Excerpted records below:

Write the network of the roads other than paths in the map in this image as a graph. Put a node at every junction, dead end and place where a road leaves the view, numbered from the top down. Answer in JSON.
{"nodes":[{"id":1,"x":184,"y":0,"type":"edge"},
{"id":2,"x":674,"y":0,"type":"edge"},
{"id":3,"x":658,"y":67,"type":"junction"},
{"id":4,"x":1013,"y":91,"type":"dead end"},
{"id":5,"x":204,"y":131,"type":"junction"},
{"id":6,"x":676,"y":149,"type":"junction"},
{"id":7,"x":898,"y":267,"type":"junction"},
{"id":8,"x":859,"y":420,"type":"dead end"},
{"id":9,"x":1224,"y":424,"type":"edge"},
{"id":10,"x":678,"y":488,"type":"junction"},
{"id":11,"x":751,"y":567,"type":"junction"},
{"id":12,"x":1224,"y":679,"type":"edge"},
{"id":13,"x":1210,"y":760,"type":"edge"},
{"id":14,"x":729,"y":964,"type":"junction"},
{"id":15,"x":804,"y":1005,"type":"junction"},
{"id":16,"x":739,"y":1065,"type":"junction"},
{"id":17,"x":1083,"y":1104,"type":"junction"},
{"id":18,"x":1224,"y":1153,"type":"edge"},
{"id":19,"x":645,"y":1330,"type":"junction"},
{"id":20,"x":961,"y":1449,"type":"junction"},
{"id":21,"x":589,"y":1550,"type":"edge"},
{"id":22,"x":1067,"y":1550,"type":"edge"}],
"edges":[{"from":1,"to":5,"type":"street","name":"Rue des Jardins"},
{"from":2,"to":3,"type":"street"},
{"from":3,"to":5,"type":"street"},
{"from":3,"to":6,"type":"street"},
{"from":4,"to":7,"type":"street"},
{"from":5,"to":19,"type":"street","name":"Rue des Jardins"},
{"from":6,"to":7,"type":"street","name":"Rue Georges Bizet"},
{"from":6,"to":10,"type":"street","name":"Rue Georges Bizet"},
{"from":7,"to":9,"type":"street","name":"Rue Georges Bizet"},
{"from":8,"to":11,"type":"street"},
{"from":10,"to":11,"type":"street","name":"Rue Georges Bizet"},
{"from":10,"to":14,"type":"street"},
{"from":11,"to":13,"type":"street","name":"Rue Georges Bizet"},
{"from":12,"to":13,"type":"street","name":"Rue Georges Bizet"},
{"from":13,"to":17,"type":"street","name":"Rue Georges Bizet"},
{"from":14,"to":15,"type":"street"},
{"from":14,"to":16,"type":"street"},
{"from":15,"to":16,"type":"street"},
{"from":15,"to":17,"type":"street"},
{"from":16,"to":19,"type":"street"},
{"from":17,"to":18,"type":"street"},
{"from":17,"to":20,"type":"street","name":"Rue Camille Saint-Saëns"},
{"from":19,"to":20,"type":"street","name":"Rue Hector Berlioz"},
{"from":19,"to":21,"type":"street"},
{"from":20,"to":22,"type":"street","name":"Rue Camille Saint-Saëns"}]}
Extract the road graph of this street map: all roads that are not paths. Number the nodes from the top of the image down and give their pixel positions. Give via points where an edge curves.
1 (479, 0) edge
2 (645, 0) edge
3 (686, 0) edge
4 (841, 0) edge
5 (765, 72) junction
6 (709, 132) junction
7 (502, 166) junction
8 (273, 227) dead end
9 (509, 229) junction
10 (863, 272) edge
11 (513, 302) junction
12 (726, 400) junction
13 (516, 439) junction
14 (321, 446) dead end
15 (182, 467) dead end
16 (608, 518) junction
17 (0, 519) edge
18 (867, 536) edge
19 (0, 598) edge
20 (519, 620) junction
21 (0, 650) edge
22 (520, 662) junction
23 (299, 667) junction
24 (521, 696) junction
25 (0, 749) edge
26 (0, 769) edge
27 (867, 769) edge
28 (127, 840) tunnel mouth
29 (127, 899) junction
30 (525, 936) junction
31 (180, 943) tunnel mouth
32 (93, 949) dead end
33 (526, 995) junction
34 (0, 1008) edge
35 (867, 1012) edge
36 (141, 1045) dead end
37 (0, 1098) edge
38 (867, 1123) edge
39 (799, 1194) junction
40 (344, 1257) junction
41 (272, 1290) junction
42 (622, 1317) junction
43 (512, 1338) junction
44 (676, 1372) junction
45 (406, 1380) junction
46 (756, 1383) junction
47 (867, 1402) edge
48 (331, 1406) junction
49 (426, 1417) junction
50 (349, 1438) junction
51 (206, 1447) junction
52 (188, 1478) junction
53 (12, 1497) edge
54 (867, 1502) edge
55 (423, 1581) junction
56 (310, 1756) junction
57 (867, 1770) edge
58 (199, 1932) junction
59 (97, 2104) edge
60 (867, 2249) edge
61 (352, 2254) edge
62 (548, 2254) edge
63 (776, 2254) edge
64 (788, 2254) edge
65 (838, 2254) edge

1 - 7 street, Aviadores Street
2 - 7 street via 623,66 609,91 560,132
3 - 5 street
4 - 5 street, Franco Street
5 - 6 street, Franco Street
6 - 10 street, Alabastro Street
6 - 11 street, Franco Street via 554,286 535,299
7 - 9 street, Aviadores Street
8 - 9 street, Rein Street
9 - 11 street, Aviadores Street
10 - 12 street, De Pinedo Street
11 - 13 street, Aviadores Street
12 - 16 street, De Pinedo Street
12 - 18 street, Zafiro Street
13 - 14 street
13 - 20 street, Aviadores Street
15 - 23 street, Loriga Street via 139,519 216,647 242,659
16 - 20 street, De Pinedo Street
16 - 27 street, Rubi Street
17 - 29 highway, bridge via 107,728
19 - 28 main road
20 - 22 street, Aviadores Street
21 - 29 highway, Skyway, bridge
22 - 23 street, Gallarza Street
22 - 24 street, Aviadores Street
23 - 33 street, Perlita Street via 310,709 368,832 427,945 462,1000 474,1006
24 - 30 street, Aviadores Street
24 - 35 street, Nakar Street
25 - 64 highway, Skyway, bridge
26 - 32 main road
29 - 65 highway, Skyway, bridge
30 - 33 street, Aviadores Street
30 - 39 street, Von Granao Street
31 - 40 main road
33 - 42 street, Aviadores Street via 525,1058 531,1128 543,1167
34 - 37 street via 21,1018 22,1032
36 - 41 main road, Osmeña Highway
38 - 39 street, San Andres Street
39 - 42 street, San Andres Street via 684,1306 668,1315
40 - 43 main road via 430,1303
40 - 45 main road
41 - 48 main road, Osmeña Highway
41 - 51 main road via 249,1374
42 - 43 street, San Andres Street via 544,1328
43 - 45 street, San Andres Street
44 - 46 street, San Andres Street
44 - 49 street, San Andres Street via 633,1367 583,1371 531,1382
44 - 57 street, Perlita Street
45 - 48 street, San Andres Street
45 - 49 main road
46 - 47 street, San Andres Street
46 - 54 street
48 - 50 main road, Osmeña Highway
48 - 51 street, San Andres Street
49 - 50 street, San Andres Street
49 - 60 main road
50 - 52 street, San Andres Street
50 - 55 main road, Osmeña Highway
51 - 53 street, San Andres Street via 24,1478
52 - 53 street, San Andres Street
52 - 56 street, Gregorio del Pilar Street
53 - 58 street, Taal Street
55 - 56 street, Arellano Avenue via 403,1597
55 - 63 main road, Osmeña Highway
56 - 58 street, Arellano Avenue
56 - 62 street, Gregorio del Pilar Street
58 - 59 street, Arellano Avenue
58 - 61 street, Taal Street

End of Excerpted records.

Activity: Your answer must be the complete data, repeated word for word.

Task solution:
Write the network of the roads other than paths in the map in this image as a graph. Put a node at every junction, dead end and place where a road leaves the view, numbered from the top down. Answer in JSON.
{"nodes":[{"id":1,"x":184,"y":0,"type":"edge"},
{"id":2,"x":674,"y":0,"type":"edge"},
{"id":3,"x":658,"y":67,"type":"junction"},
{"id":4,"x":1013,"y":91,"type":"dead end"},
{"id":5,"x":204,"y":131,"type":"junction"},
{"id":6,"x":676,"y":149,"type":"junction"},
{"id":7,"x":898,"y":267,"type":"junction"},
{"id":8,"x":859,"y":420,"type":"dead end"},
{"id":9,"x":1224,"y":424,"type":"edge"},
{"id":10,"x":678,"y":488,"type":"junction"},
{"id":11,"x":751,"y":567,"type":"junction"},
{"id":12,"x":1224,"y":679,"type":"edge"},
{"id":13,"x":1210,"y":760,"type":"edge"},
{"id":14,"x":729,"y":964,"type":"junction"},
{"id":15,"x":804,"y":1005,"type":"junction"},
{"id":16,"x":739,"y":1065,"type":"junction"},
{"id":17,"x":1083,"y":1104,"type":"junction"},
{"id":18,"x":1224,"y":1153,"type":"edge"},
{"id":19,"x":645,"y":1330,"type":"junction"},
{"id":20,"x":961,"y":1449,"type":"junction"},
{"id":21,"x":589,"y":1550,"type":"edge"},
{"id":22,"x":1067,"y":1550,"type":"edge"}],
"edges":[{"from":1,"to":5,"type":"street","name":"Rue des Jardins"},
{"from":2,"to":3,"type":"street"},
{"from":3,"to":5,"type":"street"},
{"from":3,"to":6,"type":"street"},
{"from":4,"to":7,"type":"street"},
{"from":5,"to":19,"type":"street","name":"Rue des Jardins"},
{"from":6,"to":7,"type":"street","name":"Rue Georges Bizet"},
{"from":6,"to":10,"type":"street","name":"Rue Georges Bizet"},
{"from":7,"to":9,"type":"street","name":"Rue Georges Bizet"},
{"from":8,"to":11,"type":"street"},
{"from":10,"to":11,"type":"street","name":"Rue Georges Bizet"},
{"from":10,"to":14,"type":"street"},
{"from":11,"to":13,"type":"street","name":"Rue Georges Bizet"},
{"from":12,"to":13,"type":"street","name":"Rue Georges Bizet"},
{"from":13,"to":17,"type":"street","name":"Rue Georges Bizet"},
{"from":14,"to":15,"type":"street"},
{"from":14,"to":16,"type":"street"},
{"from":15,"to":16,"type":"street"},
{"from":15,"to":17,"type":"street"},
{"from":16,"to":19,"type":"street"},
{"from":17,"to":18,"type":"street"},
{"from":17,"to":20,"type":"street","name":"Rue Camille Saint-Saëns"},
{"from":19,"to":20,"type":"street","name":"Rue Hector Berlioz"},
{"from":19,"to":21,"type":"street"},
{"from":20,"to":22,"type":"street","name":"Rue Camille Saint-Saëns"}]}
Extract the road graph of this street map: all roads that are not paths. Number the nodes from the top of the image down and give their pixel positions. Give via points where an edge curves.
1 (479, 0) edge
2 (645, 0) edge
3 (686, 0) edge
4 (841, 0) edge
5 (765, 72) junction
6 (709, 132) junction
7 (502, 166) junction
8 (273, 227) dead end
9 (509, 229) junction
10 (863, 272) edge
11 (513, 302) junction
12 (726, 400) junction
13 (516, 439) junction
14 (321, 446) dead end
15 (182, 467) dead end
16 (608, 518) junction
17 (0, 519) edge
18 (867, 536) edge
19 (0, 598) edge
20 (519, 620) junction
21 (0, 650) edge
22 (520, 662) junction
23 (299, 667) junction
24 (521, 696) junction
25 (0, 749) edge
26 (0, 769) edge
27 (867, 769) edge
28 (127, 840) tunnel mouth
29 (127, 899) junction
30 (525, 936) junction
31 (180, 943) tunnel mouth
32 (93, 949) dead end
33 (526, 995) junction
34 (0, 1008) edge
35 (867, 1012) edge
36 (141, 1045) dead end
37 (0, 1098) edge
38 (867, 1123) edge
39 (799, 1194) junction
40 (344, 1257) junction
41 (272, 1290) junction
42 (622, 1317) junction
43 (512, 1338) junction
44 (676, 1372) junction
45 (406, 1380) junction
46 (756, 1383) junction
47 (867, 1402) edge
48 (331, 1406) junction
49 (426, 1417) junction
50 (349, 1438) junction
51 (206, 1447) junction
52 (188, 1478) junction
53 (12, 1497) edge
54 (867, 1502) edge
55 (423, 1581) junction
56 (310, 1756) junction
57 (867, 1770) edge
58 (199, 1932) junction
59 (97, 2104) edge
60 (867, 2249) edge
61 (352, 2254) edge
62 (548, 2254) edge
63 (776, 2254) edge
64 (788, 2254) edge
65 (838, 2254) edge

1 - 7 street, Aviadores Street
2 - 7 street via 623,66 609,91 560,132
3 - 5 street
4 - 5 street, Franco Street
5 - 6 street, Franco Street
6 - 10 street, Alabastro Street
6 - 11 street, Franco Street via 554,286 535,299
7 - 9 street, Aviadores Street
8 - 9 street, Rein Street
9 - 11 street, Aviadores Street
10 - 12 street, De Pinedo Street
11 - 13 street, Aviadores Street
12 - 16 street, De Pinedo Street
12 - 18 street, Zafiro Street
13 - 14 street
13 - 20 street, Aviadores Street
15 - 23 street, Loriga Street via 139,519 216,647 242,659
16 - 20 street, De Pinedo Street
16 - 27 street, Rubi Street
17 - 29 highway, bridge via 107,728
19 - 28 main road
20 - 22 street, Aviadores Street
21 - 29 highway, Skyway, bridge
22 - 23 street, Gallarza Street
22 - 24 street, Aviadores Street
23 - 33 street, Perlita Street via 310,709 368,832 427,945 462,1000 474,1006
24 - 30 street, Aviadores Street
24 - 35 street, Nakar Street
25 - 64 highway, Skyway, bridge
26 - 32 main road
29 - 65 highway, Skyway, bridge
30 - 33 street, Aviadores Street
30 - 39 street, Von Granao Street
31 - 40 main road
33 - 42 street, Aviadores Street via 525,1058 531,1128 543,1167
34 - 37 street via 21,1018 22,1032
36 - 41 main road, Osmeña Highway
38 - 39 street, San Andres Street
39 - 42 street, San Andres Street via 684,1306 668,1315
40 - 43 main road via 430,1303
40 - 45 main road
41 - 48 main road, Osmeña Highway
41 - 51 main road via 249,1374
42 - 43 street, San Andres Street via 544,1328
43 - 45 street, San Andres Street
44 - 46 street, San Andres Street
44 - 49 street, San Andres Street via 633,1367 583,1371 531,1382
44 - 57 street, Perlita Street
45 - 48 street, San Andres Street
45 - 49 main road
46 - 47 street, San Andres Street
46 - 54 street
48 - 50 main road, Osmeña Highway
48 - 51 street, San Andres Street
49 - 50 street, San Andres Street
49 - 60 main road
50 - 52 street, San Andres Street
50 - 55 main road, Osmeña Highway
51 - 53 street, San Andres Street via 24,1478
52 - 53 street, San Andres Street
52 - 56 street, Gregorio del Pilar Street
53 - 58 street, Taal Street
55 - 56 street, Arellano Avenue via 403,1597
55 - 63 main road, Osmeña Highway
56 - 58 street, Arellano Avenue
56 - 62 street, Gregorio del Pilar Street
58 - 59 street, Arellano Avenue
58 - 61 street, Taal Street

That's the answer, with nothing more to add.